Kahn believed investors should try to focus on preserving their capital while they try to grow it. “Chasing after high-flyers puts your money at too much risk,” he said. He felt the hardest thing for investors to do was to not be overly focused on daily price variations.

He believed watching prices go back and forth all the time could make investors fall in the trap of making wrong decisions. “Unfortunately, many investors seem to think there is some sort of a financial prize for hyperactivity when it is in fact a penalty because of fees, costs and the potential for more mistakes. The best way to prevent mistakes from ruining performance is to have something that is a cushion against mistakes,” he said.

He felt preserving capital as an investor was best achieved by buying at a margin of safety as even if investors made a mistake things could still work out well due to the cushion against error.

  • Have patience: Kahn used to say it was important for investors to remain patient while investing. He felt patience was an essential attribute of a value investor. “The analyst must both practise, and to his client preach, patience. In an overpriced market an investor must be willing to wait because no one knows when the tide will turn. You don’t have to be fully invested all the time. Have patience, keep your standards,” he said.

He believed investors could gain much more by slow investing and concentrating on what they know, than on fast investing, which is nothing more than gambling. He felt sometimes being patient meant holding significant amounts of cash and not being fully invested.

“The cash position for a value investor is usually just a natural product of not finding businesses selling at prices that allow for a margin of safety. The way to lower risk is to know what you are doing and the way to know what you are doing is to stay focused on areas where you have genuine knowledge and skills. “Getting rich slow” is too hard for most people to do,” he said.

  • Invest for the long term: Kahn said investors should look to invest for the long term and trust in the power of compounding. “Remember the power of compounding. You don’t need to stretch for returns to grow your capital over the course of your life,” he said. Kahn believed that as most investors were impatient, a smart, rational and patient investor could arbitrage time and generate outperformance.

  • Be disciplined: Kahn felt there were always good companies that existed in the market that were overpriced but a disciplined investor avoided them.

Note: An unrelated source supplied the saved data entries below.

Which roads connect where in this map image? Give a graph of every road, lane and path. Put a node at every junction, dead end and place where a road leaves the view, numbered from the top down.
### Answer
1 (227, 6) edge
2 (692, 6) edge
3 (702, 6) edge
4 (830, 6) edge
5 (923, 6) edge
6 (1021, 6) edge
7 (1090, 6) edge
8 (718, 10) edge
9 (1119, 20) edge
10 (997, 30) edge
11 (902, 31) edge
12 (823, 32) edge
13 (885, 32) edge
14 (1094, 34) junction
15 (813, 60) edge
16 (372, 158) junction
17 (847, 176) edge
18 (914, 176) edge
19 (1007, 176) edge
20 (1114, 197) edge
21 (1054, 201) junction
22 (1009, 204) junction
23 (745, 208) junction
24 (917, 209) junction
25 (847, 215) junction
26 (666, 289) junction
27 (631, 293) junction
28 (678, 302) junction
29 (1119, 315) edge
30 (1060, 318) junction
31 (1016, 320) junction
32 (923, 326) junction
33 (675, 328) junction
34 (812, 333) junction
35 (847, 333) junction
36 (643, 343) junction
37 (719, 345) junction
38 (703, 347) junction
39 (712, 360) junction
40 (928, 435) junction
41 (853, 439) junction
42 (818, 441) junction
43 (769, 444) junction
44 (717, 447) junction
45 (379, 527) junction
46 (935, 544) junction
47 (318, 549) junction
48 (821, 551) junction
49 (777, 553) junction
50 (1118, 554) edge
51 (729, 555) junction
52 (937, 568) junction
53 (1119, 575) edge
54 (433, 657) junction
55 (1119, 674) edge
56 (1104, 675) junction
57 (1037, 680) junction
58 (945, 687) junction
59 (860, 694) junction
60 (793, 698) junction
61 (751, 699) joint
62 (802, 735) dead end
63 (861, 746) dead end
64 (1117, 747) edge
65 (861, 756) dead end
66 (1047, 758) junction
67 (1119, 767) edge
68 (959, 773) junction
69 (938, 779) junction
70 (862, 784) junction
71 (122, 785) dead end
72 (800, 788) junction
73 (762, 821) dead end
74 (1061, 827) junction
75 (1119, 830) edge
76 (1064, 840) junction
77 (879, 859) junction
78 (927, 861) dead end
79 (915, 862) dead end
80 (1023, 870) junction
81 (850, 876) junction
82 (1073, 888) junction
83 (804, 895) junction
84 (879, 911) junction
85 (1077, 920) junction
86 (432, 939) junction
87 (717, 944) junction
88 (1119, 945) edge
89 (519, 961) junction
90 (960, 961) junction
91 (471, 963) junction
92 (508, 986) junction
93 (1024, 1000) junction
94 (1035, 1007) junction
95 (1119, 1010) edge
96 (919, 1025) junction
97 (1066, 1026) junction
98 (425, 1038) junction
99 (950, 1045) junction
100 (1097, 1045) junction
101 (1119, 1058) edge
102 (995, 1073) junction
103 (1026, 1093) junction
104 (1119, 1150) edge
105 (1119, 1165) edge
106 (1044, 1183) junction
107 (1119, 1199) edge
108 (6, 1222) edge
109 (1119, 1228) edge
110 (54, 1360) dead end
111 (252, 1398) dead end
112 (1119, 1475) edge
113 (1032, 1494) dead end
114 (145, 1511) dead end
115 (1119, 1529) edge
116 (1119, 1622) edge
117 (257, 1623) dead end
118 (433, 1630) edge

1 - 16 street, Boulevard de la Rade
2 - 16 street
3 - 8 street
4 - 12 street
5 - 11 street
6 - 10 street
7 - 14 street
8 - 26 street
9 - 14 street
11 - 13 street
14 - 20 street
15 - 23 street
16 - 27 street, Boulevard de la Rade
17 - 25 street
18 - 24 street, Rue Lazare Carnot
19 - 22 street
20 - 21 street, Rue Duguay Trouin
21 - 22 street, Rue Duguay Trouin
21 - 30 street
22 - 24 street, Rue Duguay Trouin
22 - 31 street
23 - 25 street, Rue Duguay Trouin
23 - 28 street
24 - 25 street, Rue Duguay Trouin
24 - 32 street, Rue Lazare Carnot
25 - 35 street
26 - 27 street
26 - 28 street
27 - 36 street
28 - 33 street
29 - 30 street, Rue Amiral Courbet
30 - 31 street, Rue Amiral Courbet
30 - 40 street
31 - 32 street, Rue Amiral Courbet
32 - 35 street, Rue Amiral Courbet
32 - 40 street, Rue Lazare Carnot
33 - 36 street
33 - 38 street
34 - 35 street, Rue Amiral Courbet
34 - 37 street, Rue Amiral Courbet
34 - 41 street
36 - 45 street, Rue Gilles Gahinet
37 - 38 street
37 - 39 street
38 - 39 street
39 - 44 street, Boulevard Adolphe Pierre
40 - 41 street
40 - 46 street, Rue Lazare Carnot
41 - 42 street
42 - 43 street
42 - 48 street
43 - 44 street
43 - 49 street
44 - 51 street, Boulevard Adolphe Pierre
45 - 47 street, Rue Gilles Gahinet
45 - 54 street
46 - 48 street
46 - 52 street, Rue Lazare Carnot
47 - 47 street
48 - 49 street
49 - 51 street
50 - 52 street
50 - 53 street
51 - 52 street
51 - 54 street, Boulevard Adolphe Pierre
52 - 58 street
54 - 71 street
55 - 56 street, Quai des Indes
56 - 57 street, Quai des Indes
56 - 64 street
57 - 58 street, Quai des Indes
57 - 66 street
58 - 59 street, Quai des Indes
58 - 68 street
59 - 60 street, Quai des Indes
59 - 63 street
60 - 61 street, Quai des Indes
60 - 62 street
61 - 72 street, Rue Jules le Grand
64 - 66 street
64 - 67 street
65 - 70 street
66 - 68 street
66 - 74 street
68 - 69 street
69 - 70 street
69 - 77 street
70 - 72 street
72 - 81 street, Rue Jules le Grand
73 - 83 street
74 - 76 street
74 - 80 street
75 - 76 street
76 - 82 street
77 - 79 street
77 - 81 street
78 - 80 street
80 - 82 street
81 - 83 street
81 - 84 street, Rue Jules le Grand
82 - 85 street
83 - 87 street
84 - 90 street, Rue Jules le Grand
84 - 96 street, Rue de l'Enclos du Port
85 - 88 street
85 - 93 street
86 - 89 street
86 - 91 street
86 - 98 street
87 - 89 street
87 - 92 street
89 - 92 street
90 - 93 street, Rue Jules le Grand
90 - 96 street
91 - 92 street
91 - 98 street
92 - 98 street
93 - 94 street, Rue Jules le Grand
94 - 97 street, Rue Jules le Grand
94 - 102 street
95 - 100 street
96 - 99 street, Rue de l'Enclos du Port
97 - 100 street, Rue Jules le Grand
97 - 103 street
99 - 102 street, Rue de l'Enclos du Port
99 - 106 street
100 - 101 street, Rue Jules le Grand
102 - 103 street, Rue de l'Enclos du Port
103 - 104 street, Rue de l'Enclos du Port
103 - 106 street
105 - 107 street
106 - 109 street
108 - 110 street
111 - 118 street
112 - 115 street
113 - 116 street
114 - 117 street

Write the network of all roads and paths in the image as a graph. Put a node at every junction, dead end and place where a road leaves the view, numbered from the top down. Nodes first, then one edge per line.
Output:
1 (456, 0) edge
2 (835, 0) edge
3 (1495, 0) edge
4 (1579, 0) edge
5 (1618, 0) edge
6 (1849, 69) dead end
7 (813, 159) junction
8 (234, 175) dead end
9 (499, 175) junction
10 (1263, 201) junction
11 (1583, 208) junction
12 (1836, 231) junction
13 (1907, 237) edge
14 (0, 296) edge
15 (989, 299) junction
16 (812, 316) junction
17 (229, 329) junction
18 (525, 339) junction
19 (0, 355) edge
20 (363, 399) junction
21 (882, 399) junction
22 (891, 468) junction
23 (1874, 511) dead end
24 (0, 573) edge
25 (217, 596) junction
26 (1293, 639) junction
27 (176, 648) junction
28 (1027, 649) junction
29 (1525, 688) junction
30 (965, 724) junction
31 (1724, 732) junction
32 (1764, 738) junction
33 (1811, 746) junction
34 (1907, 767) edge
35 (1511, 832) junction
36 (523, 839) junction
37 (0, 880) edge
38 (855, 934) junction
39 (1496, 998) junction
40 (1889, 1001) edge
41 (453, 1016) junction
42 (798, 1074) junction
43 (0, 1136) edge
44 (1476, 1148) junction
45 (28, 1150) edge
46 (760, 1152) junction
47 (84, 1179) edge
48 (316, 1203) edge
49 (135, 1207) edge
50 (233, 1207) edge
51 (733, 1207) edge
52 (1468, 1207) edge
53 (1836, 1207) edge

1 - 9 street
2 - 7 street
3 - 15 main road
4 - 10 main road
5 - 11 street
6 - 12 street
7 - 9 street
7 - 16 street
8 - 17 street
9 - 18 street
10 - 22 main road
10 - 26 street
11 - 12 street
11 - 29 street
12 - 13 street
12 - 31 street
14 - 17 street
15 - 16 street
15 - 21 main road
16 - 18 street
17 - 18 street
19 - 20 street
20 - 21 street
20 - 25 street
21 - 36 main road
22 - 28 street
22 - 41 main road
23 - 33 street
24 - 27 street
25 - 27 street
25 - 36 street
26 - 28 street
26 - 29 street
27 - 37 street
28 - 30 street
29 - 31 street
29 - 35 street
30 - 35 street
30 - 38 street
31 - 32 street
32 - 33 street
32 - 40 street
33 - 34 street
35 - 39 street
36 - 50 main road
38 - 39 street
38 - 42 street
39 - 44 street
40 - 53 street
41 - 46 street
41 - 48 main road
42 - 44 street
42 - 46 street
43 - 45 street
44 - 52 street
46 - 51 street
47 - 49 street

He said markets could be very volatile at times and stock prices could fluctuate a lot. “Security prices are as volatile as ocean waves – they range from calm to stormy,” he said.

He felt a good investor had the opposite temperament to that prevailing in the market. “Throughout all the crashes, sticking to value investing helped me to preserve and grow my capital,” he said.

  • Investing is not for everyone: Kahn believed if investing was easy, every investor would have a success story to tell, which is not the case. “If the art of investing were actually easy, or quickly achieved, no one would be in the lower or middle classes.” he said.


Kahn felt value investing was one of the best ways to step apart from the crowd and protect oneself from the unpredictable behavior of the stock market. “Value investing is a process in which you get rich not only slowly but in a lumpy fashion. If you can’t handle a slow process, irregular returns and occasional periods of underperformance, you are not a candidate to be a successful value investor,” he said.

(Disclaimer: This article is based on various interviews and speeches of Irving Kahn.)